:: PROVIDED INFORMATION ::
- Opening Delimiter -

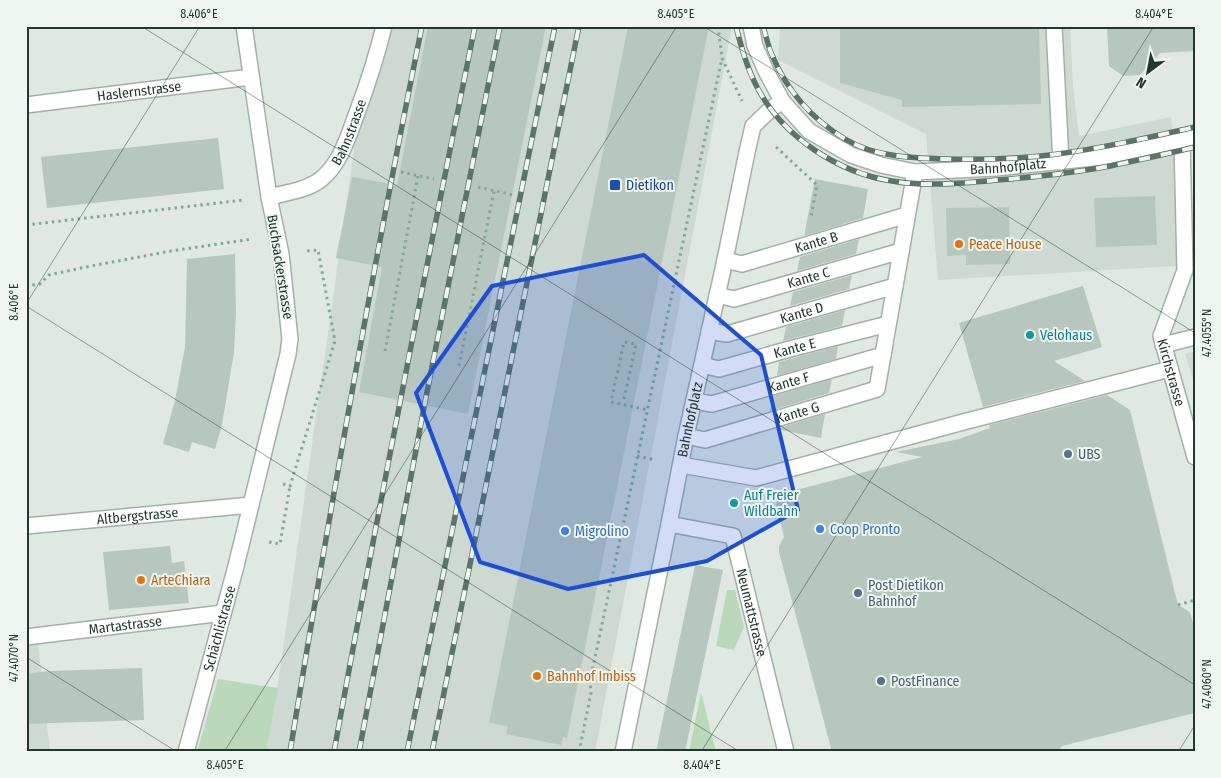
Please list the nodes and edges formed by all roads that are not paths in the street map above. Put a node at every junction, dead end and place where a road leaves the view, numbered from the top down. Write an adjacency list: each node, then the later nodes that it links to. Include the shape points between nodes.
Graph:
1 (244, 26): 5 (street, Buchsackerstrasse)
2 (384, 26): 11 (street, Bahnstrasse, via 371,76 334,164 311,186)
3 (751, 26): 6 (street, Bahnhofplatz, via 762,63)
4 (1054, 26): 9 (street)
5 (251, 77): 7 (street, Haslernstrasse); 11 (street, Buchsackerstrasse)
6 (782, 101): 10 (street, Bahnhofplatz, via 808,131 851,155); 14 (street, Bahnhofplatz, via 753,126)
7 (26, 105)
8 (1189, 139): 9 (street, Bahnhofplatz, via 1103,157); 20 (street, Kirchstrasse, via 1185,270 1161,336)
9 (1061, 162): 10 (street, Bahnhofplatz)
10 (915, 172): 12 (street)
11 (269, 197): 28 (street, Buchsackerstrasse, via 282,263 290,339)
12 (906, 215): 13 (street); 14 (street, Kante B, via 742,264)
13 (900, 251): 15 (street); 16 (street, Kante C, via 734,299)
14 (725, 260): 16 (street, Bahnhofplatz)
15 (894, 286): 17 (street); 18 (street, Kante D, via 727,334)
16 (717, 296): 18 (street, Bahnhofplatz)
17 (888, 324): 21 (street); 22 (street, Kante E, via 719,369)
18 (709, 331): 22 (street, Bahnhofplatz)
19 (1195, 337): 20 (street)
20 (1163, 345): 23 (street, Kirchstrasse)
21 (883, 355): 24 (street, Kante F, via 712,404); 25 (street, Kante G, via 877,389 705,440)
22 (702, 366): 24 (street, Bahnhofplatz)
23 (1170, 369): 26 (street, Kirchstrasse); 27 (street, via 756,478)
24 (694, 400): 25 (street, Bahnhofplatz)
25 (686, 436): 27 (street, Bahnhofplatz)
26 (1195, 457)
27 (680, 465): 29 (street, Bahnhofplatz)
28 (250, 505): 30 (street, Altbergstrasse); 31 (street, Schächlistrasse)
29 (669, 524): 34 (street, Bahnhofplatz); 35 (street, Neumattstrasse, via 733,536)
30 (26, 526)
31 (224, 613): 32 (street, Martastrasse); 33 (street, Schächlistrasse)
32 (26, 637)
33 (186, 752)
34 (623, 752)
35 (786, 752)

- Closing Delimiter -
- Opening Delimiter -

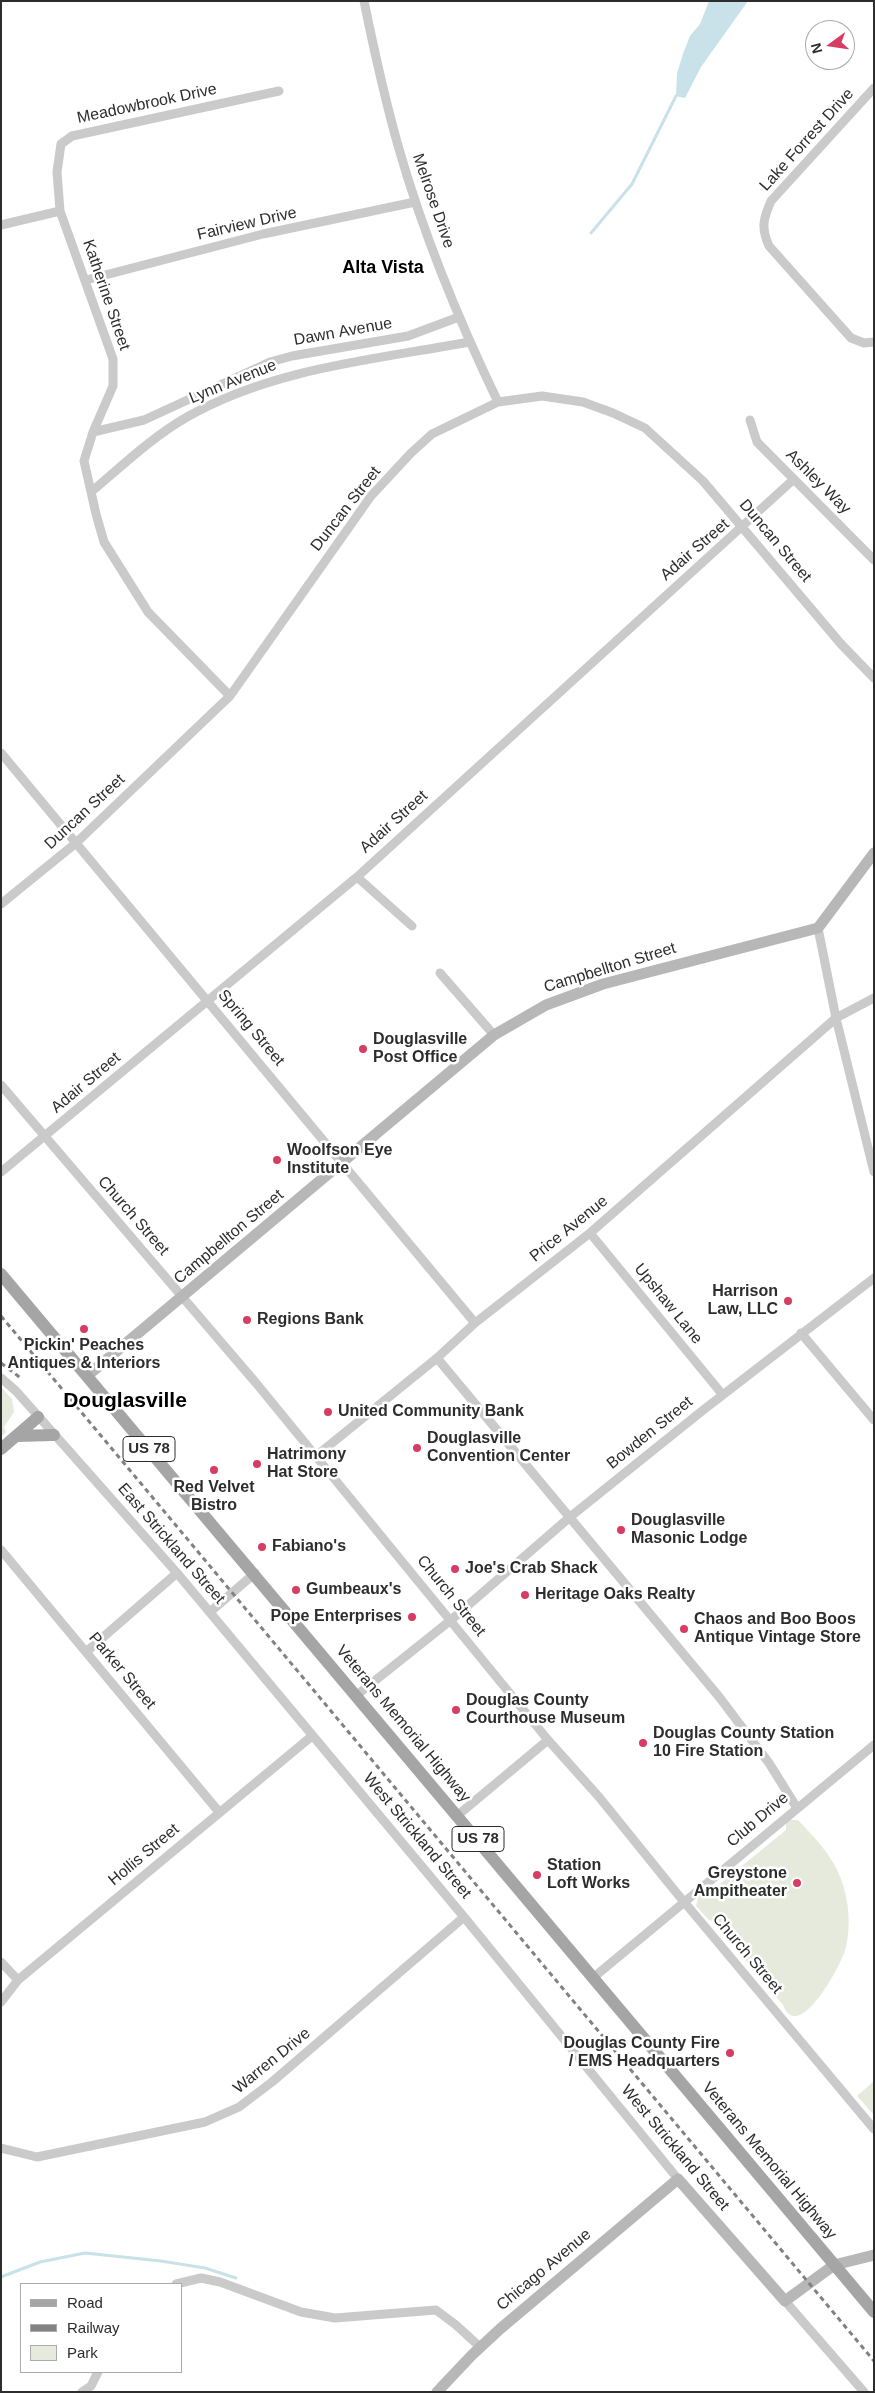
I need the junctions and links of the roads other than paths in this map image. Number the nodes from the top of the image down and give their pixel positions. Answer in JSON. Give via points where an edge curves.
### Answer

- Closing Delimiter -
- Opening Delimiter -

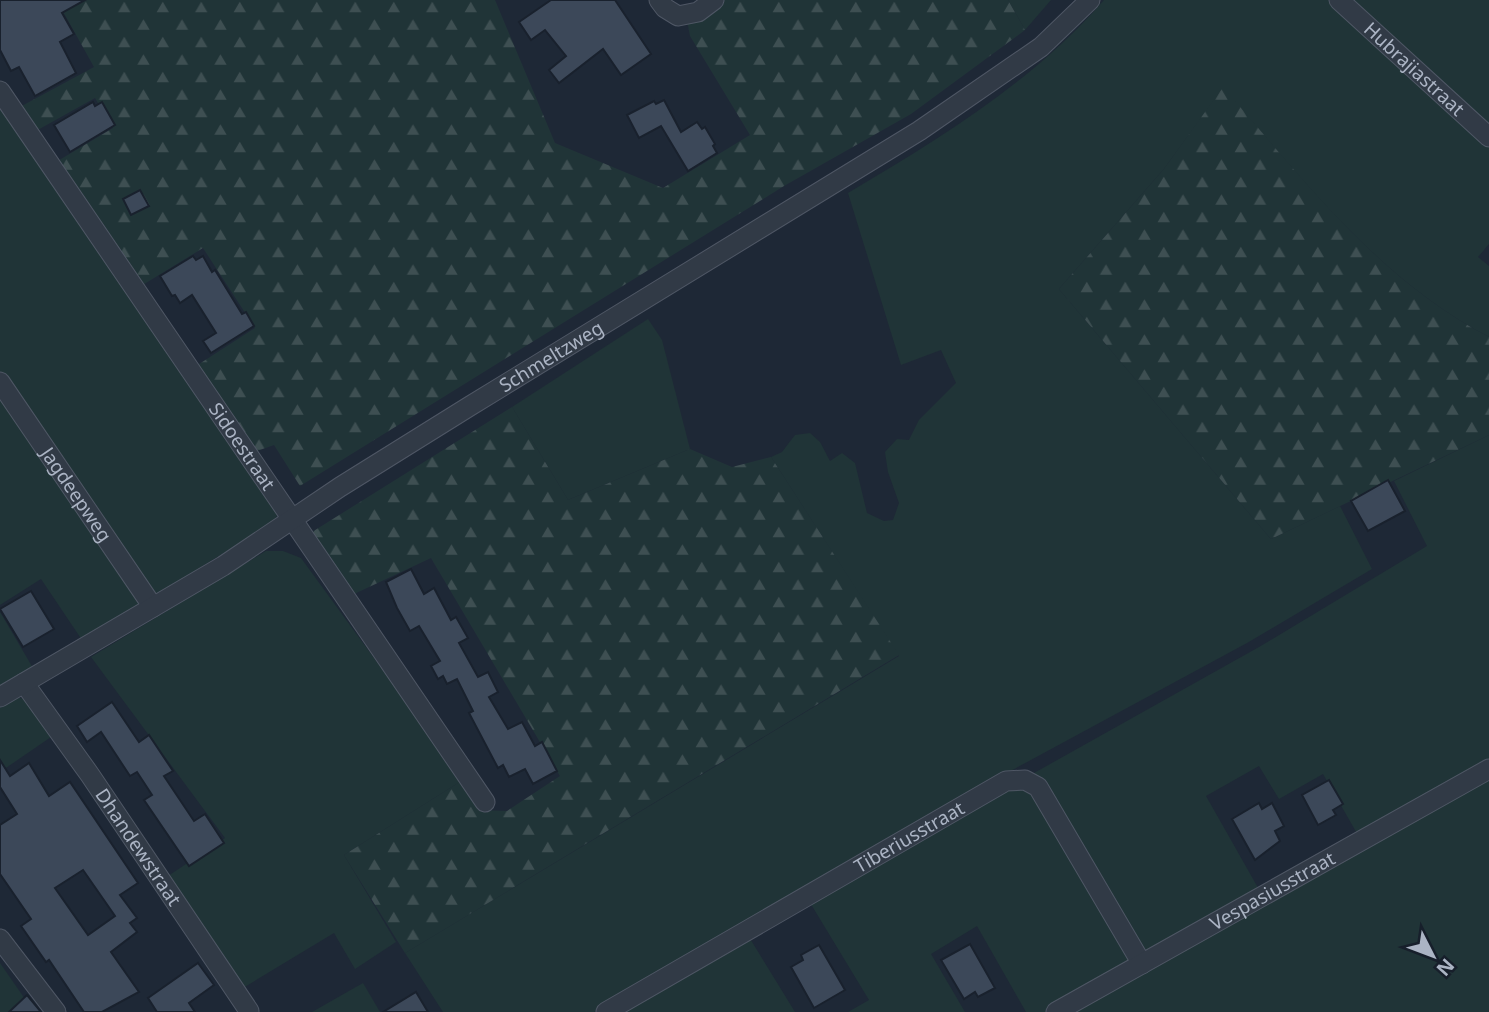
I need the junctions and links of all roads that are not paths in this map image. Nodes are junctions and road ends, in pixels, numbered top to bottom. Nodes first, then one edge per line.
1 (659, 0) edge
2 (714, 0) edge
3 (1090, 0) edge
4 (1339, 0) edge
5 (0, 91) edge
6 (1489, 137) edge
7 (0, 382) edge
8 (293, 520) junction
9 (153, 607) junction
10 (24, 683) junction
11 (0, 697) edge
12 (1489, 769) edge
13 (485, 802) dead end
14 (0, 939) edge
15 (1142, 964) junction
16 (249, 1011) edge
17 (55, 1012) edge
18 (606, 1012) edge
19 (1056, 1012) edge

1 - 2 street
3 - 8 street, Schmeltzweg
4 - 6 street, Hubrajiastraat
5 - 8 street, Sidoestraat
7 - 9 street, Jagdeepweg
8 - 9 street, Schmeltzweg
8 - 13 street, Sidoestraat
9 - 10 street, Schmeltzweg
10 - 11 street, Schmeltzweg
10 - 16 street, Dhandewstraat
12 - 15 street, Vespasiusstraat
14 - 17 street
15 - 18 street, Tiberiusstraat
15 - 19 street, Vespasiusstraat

- Closing Delimiter -

:: WHAT TO WORK ON ::
Which lines of the entries above contain the word "Answer"? Copy each of them.

:: YOUR RESPONSE ::
I need the junctions and links of the roads other than paths in this map image. Number the nodes from the top of the image down and give their pixel positions. Answer in JSON. Give via points where an edge curves.
### Answer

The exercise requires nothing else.